Elspeth starts tweeting to the bot, pretending to be someone panicking over the Stop the Steal demonstration going on at the Capitol. (She’s not in DC, she’s just following it on the internet.) Elspeth asks if Trump is “staging a coup.” The bot, which calls itself Sharita, says it sounds as though Elspeth is “feeling vulnerable and overwhelmed by Trump’s political tactics.”


Elspeth: There are literally armed men trying to stop votes from being counted…


Bot: Sometimes, when we’re surrounded by darkness, we can only focus on 1 good thing, 1 day at a time…


Bot then asks, “Are you presently having thoughts of ending your life?”


Because who wouldn’t, right? Particularly if you’re the sort of person who believes there was an armed insurrection taking place at the Capitol: a mob of MAGA hats at the Capitol seeking to Overturn the Results of a Fair and Free Election! Or at least the sort of person who weaves tales like that, and half-convinces herself that they’re true, and even earns her living by telling people they are true.

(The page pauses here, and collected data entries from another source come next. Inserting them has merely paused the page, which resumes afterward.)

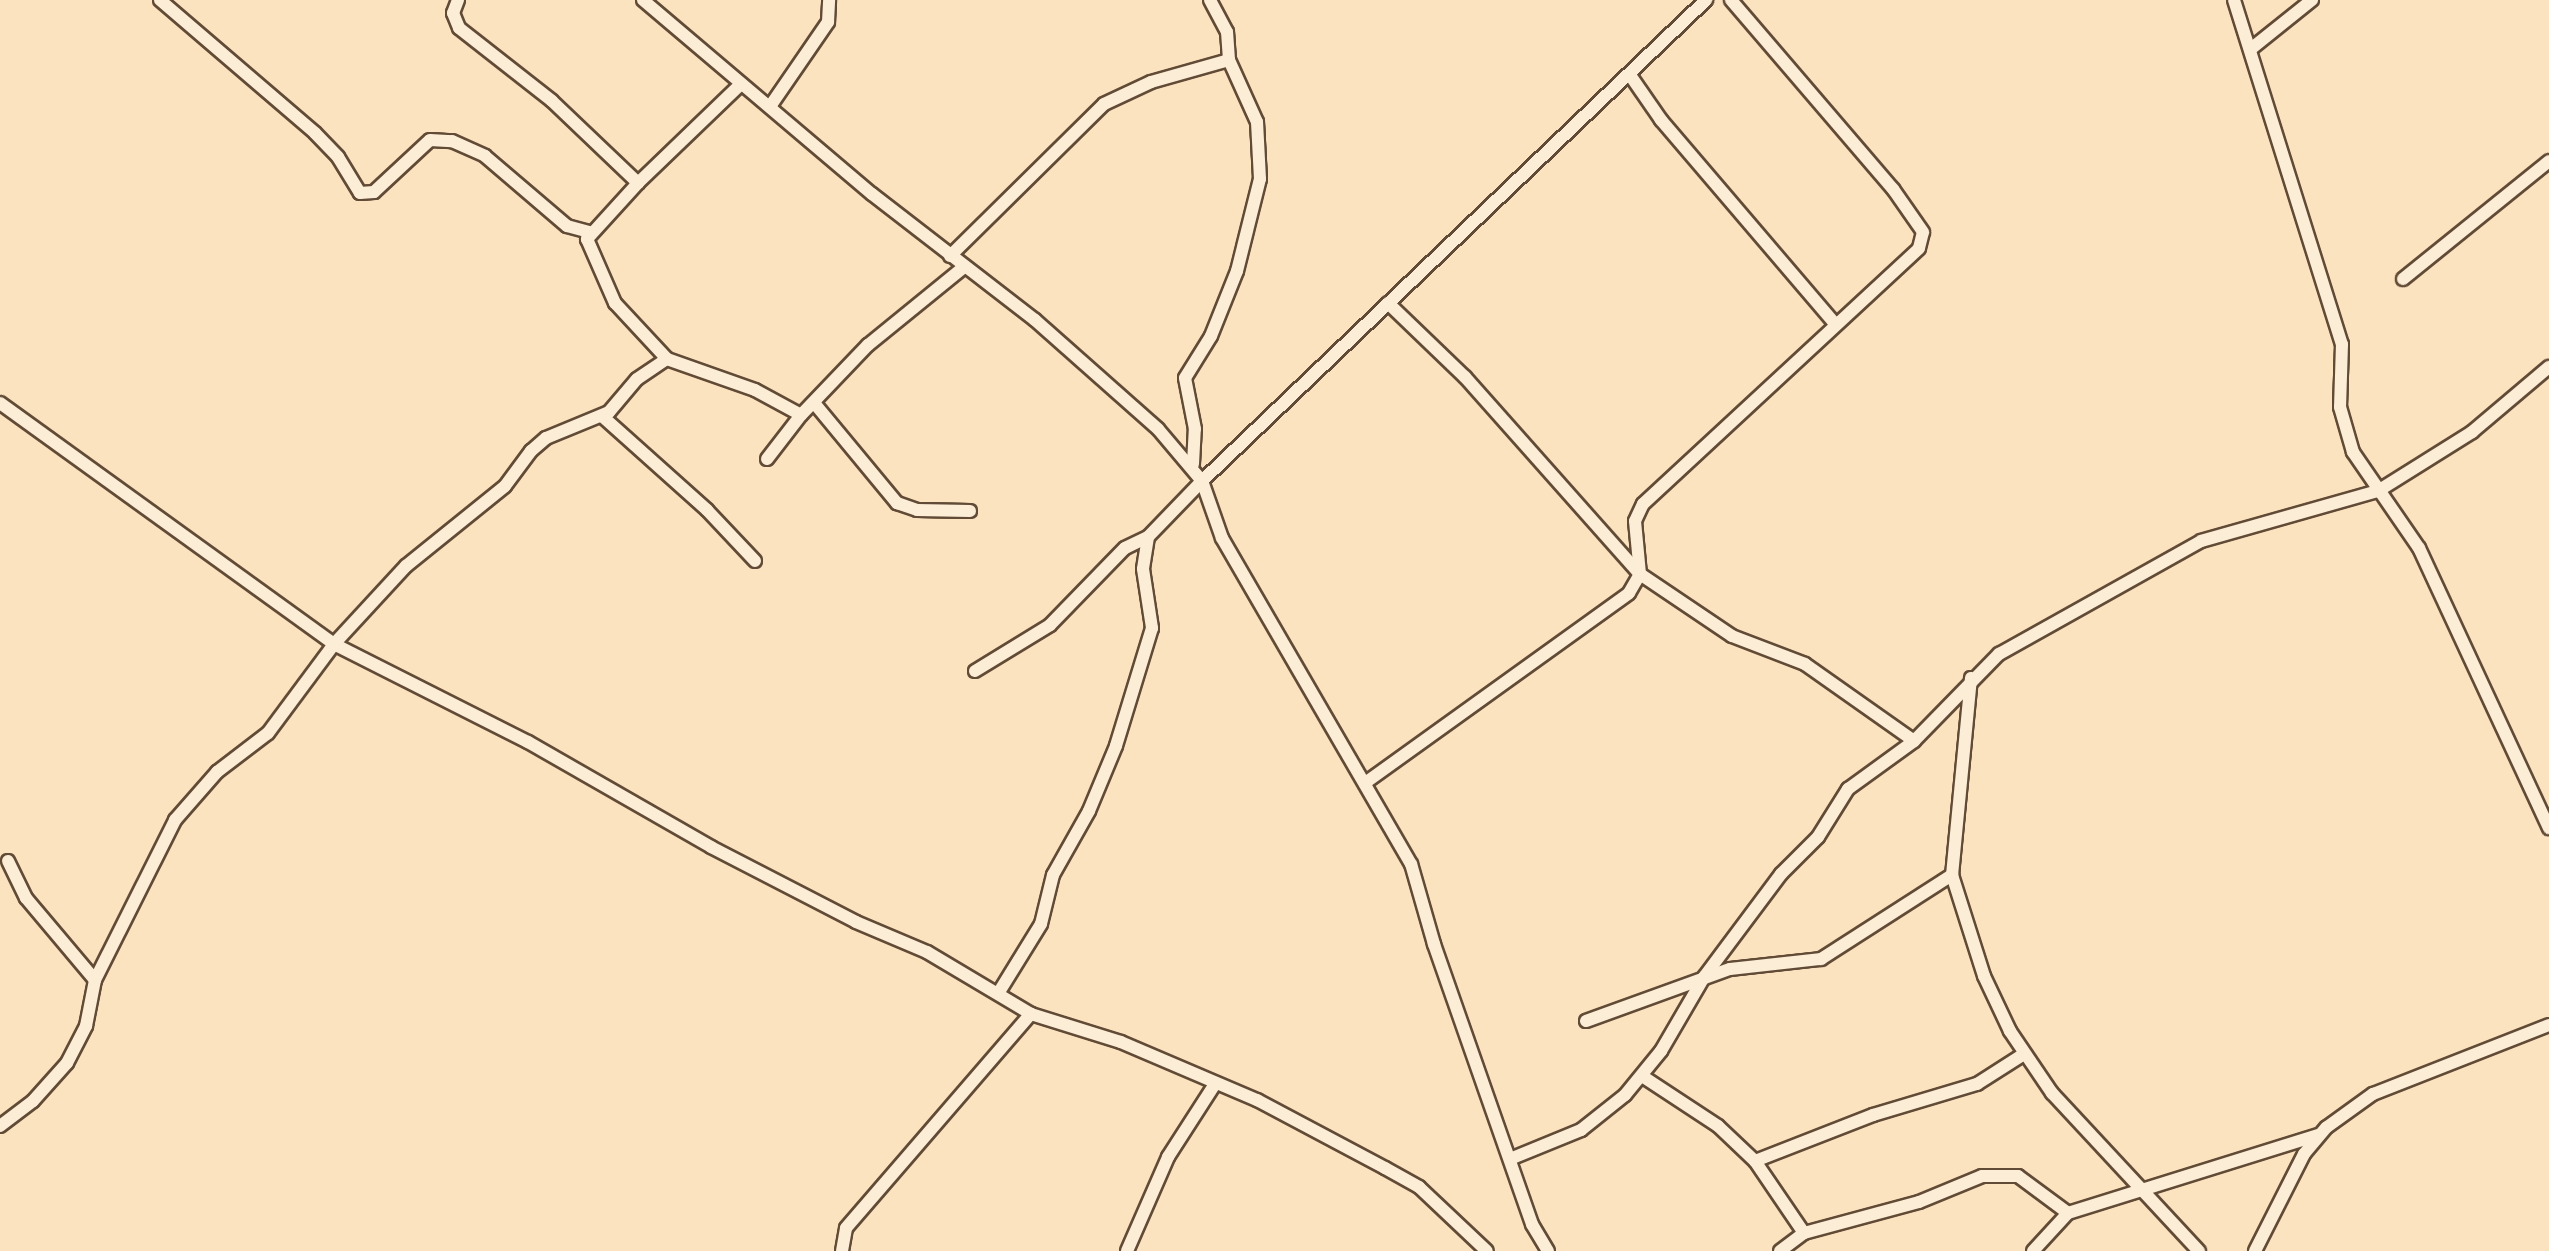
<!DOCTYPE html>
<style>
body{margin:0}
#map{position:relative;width:2549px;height:1251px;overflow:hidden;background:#fbe3c0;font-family:"Old Standard TT",serif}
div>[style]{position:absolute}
.roads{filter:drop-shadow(2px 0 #624b36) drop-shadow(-2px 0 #624b36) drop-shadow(0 2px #624b36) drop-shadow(0 -2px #624b36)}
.street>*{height:12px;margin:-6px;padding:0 6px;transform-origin:6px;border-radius:6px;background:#fcedd6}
span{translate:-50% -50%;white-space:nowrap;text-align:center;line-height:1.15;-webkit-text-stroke:7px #fcedd6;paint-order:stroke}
</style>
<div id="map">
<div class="roads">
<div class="street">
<i style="left:160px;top:0;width:204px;rotate:40.6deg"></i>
<i style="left:315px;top:133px;width:33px;rotate:46deg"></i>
<i style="left:338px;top:157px;width:42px;rotate:58.6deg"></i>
<i style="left:360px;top:193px;width:14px;rotate:-4deg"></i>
<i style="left:374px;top:192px;width:76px;rotate:-42.9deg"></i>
<i style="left:430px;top:140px;width:22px;rotate:3deg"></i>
<i style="left:452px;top:141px;width:36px;rotate:24deg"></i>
<i style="left:485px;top:156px;width:108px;rotate:40.5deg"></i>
<i style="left:567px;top:226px;width:23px;rotate:15deg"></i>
<i style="left:458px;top:0;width:14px;rotate:111deg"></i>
<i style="left:453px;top:13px;width:16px;rotate:68deg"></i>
<i style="left:459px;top:28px;width:118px;rotate:38.1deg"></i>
<i style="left:552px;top:101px;width:119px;rotate:43.6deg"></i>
<i style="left:638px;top:183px;width:143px;rotate:-43.9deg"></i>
<i style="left:643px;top:0;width:300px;rotate:40.3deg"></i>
<i style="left:872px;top:194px;width:206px;rotate:37.7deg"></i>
<i style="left:1035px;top:320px;width:164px;rotate:41.5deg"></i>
<i style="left:1158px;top:429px;width:68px;rotate:49.8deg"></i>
<i style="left:1202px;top:481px;width:78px;rotate:134deg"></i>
<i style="left:1148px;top:537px;width:32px;rotate:99deg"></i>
<i style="left:1143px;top:569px;width:60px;rotate:81.3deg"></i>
<i style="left:1152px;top:628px;width:123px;rotate:107deg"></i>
<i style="left:1116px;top:746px;width:70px;rotate:112.6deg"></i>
<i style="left:1089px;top:811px;width:73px;rotate:119.4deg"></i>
<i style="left:1053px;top:875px;width:50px;rotate:103.8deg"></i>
<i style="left:1041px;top:924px;width:80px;rotate:121.7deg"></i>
<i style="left:2234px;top:0;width:361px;rotate:72.6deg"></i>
<i style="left:2342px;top:344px;width:63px;rotate:91.8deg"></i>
<i style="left:2340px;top:407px;width:47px;rotate:73.9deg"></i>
<i style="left:2353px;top:452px;width:116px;rotate:55.5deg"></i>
<i style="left:2419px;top:548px;width:309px;rotate:65.1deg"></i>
<i style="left:2252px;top:48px;width:77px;rotate:-38.7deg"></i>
<i style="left:1630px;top:75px;width:55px;rotate:55.4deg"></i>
<i style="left:1661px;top:120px;width:268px;rotate:49.5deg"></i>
<i style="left:771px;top:105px;width:101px;rotate:-55.5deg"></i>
<i style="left:828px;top:22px;width:22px;rotate:-87deg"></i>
<i style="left:638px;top:183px;width:76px;rotate:132.3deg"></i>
<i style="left:587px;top:239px;width:70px;rotate:66.4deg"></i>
<i style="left:615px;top:303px;width:76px;rotate:47.1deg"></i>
<i style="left:950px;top:256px;width:216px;rotate:-44.6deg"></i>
<i style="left:1104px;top:104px;width:52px;rotate:-25.1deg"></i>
<i style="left:1151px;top:82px;width:81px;rotate:-15.8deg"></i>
<i style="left:2403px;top:279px;width:188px;rotate:-38.9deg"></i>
<i style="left:1388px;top:303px;width:107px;rotate:43.9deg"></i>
<i style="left:1465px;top:377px;width:264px;rotate:48.4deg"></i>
<i style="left:1640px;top:574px;width:111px;rotate:34deg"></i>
<i style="left:1732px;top:636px;width:78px;rotate:21deg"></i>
<i style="left:1805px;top:664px;width:133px;rotate:35.2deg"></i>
<i style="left:0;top:403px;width:412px;rotate:35.8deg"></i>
<i style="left:334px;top:644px;width:217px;rotate:26.8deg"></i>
<i style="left:528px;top:742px;width:211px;rotate:29.8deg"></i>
<i style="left:711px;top:847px;width:163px;rotate:27.3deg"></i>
<i style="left:856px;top:922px;width:77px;rotate:22.9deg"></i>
<i style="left:927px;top:952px;width:121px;rotate:30.8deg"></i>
<i style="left:1031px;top:1014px;width:94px;rotate:17.3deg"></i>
<i style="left:1121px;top:1042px;width:148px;rotate:23.1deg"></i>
<i style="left:1257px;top:1100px;width:145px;rotate:28deg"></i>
<i style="left:1385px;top:1168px;width:39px;rotate:29deg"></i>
<i style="left:1419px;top:1187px;width:93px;rotate:43.3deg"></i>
<i style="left:815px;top:404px;width:129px;rotate:50.4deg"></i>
<i style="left:897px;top:503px;width:21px;rotate:19deg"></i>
<i style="left:917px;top:510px;width:53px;rotate:1.1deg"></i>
<i style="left:602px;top:416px;width:141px;rotate:41.8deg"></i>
<i style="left:707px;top:510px;width:70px;rotate:46.7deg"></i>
<i style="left:767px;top:459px;width:56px;rotate:-52.3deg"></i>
<i style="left:1193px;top:464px;width:35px;rotate:-87deg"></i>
<i style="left:1195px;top:429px;width:52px;rotate:-101.1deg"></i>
<i style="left:1185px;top:378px;width:49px;rotate:-58.2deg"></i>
<i style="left:1211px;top:336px;width:70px;rotate:-68.2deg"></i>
<i style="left:1237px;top:271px;width:95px;rotate:-76deg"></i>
<i style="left:1260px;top:179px;width:57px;rotate:-93deg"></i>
<i style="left:1257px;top:122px;width:68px;rotate:-114.3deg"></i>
<i style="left:1229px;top:60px;width:28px;rotate:-94deg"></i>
<i style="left:1227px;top:32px;width:36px;rotate:-118deg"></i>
<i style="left:975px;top:671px;width:88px;rotate:-31.5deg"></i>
<i style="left:1050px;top:625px;width:107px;rotate:-45.8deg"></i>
<i style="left:1125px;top:548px;width:25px;rotate:-26deg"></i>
<i style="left:1971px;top:678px;width:198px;rotate:95.5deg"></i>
<i style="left:1952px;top:875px;width:106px;rotate:72.4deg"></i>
<i style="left:1984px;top:976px;width:61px;rotate:64.7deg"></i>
<i style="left:2010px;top:1031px;width:75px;rotate:55.9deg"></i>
<i style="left:2052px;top:1093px;width:216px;rotate:47.1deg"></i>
<i style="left:1365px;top:783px;width:325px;rotate:-35.7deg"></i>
<i style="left:1629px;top:593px;width:22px;rotate:-60deg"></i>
<i style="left:1640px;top:574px;width:53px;rotate:-95.4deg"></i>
<i style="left:1635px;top:521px;width:19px;rotate:-65deg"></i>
<i style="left:1643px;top:504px;width:376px;rotate:-42.8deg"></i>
<i style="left:1919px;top:248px;width:16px;rotate:-76deg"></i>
<i style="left:1923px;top:232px;width:52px;rotate:-124.9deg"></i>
<i style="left:1893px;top:189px;width:249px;rotate:-130.6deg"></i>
<i style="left:8px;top:861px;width:41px;rotate:64.1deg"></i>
<i style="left:26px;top:898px;width:107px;rotate:49.9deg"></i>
<i style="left:1586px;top:1021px;width:153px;rotate:-19.9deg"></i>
<i style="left:1730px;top:969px;width:92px;rotate:-6.3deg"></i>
<i style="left:1821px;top:959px;width:156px;rotate:-32.7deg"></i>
<i style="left:1642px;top:1076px;width:91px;rotate:33.3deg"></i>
<i style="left:1718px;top:1126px;width:51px;rotate:43.4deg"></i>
<i style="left:1755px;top:1161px;width:87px;rotate:55.8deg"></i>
<i style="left:0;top:1126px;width:41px;rotate:-37.1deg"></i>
<i style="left:33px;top:1101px;width:51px;rotate:-48.2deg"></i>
<i style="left:67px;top:1063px;width:42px;rotate:-62.8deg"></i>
<i style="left:86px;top:1026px;width:47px;rotate:-78.9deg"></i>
<i style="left:95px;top:980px;width:179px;rotate:-63.4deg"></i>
<i style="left:175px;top:820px;width:64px;rotate:-48.8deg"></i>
<i style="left:217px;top:772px;width:64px;rotate:-37.4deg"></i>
<i style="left:268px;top:733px;width:111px;rotate:-53.4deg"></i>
<i style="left:334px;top:644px;width:106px;rotate:-47.3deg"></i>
<i style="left:406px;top:566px;width:127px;rotate:-38.9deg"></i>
<i style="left:505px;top:486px;width:44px;rotate:-53.4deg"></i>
<i style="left:531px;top:451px;width:20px;rotate:-41deg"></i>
<i style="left:546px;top:438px;width:68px;rotate:-22.4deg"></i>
<i style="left:609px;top:412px;width:43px;rotate:-49.7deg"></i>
<i style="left:637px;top:379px;width:36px;rotate:-34deg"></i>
<i style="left:667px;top:359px;width:93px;rotate:19.4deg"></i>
<i style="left:755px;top:390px;width:52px;rotate:28.5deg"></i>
<i style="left:801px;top:415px;width:97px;rotate:-46.3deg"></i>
<i style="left:868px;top:345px;width:124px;rotate:-39.1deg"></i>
<i style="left:1510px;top:1159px;width:77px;rotate:-22.2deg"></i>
<i style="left:1581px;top:1130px;width:56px;rotate:-38.5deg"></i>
<i style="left:1625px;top:1095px;width:57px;rotate:-50.7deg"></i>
<i style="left:1661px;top:1051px;width:86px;rotate:-59.8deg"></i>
<i style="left:1704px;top:977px;width:129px;rotate:-53.2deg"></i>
<i style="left:1781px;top:874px;width:52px;rotate:-45deg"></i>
<i style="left:1818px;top:837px;width:57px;rotate:-58deg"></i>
<i style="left:1848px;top:789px;width:82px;rotate:-36deg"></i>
<i style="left:1914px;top:741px;width:122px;rotate:-45.7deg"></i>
<i style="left:1999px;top:654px;width:231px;rotate:-29.2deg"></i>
<i style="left:2201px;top:541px;width:184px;rotate:-15.8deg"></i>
<i style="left:2378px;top:491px;width:111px;rotate:-32.1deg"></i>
<i style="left:2472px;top:432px;width:101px;rotate:-40.2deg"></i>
<i style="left:1755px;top:1161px;width:127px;rotate:-21.3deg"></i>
<i style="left:1873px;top:1115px;width:109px;rotate:-16.6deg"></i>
<i style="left:1977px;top:1084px;width:56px;rotate:-32.6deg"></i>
<i style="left:842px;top:1251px;width:23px;rotate:-80deg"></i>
<i style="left:846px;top:1228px;width:283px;rotate:-49.2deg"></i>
<i style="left:1127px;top:1251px;width:103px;rotate:-66.4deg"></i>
<i style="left:1168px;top:1157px;width:87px;rotate:-57.2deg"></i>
<i style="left:1548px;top:1251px;width:31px;rotate:-121deg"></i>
<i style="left:1532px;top:1224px;width:297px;rotate:-109.3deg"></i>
<i style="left:1434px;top:944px;width:83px;rotate:-106deg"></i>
<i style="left:1411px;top:864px;width:377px;rotate:-120.1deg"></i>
<i style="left:1222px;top:538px;width:60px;rotate:-109.3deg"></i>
<i style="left:1202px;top:481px;width:697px;rotate:-43.66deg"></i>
<i style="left:1780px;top:1251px;width:30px;rotate:-37deg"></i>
<i style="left:1804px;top:1233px;width:119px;rotate:-15.1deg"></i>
<i style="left:1919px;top:1202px;width:68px;rotate:-22.4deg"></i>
<i style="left:1982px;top:1176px;width:36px"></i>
<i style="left:2018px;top:1176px;width:62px;rotate:36.5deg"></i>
<i style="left:2033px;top:1251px;width:52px;rotate:-47.4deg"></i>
<i style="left:2068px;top:1213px;width:262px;rotate:-17.3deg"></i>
<i style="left:2255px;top:1251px;width:109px;rotate:-63.2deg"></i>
<i style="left:2304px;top:1154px;width:35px;rotate:-50deg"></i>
<i style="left:2327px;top:1127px;width:57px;rotate:-35.7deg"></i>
<i style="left:2373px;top:1094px;width:189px;rotate:-21.4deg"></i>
</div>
</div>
</div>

I think the Twitter bot had it right. If you’re deranged and gullible enough to believe unlikely tales, or sociopathic enough to concoct them yourself, and pass them off as “news”—well then, yes, we can expect a certain level of instability. But sociopathology is too strong an indictment, and I’ll fall back on my earlier diagnosis: Elspeth is a stalker, and a predator. She may not want to be, but she’s got one of those practical, opportunistic outlooks where she can frame good as evil, if it suits her purpose at the time.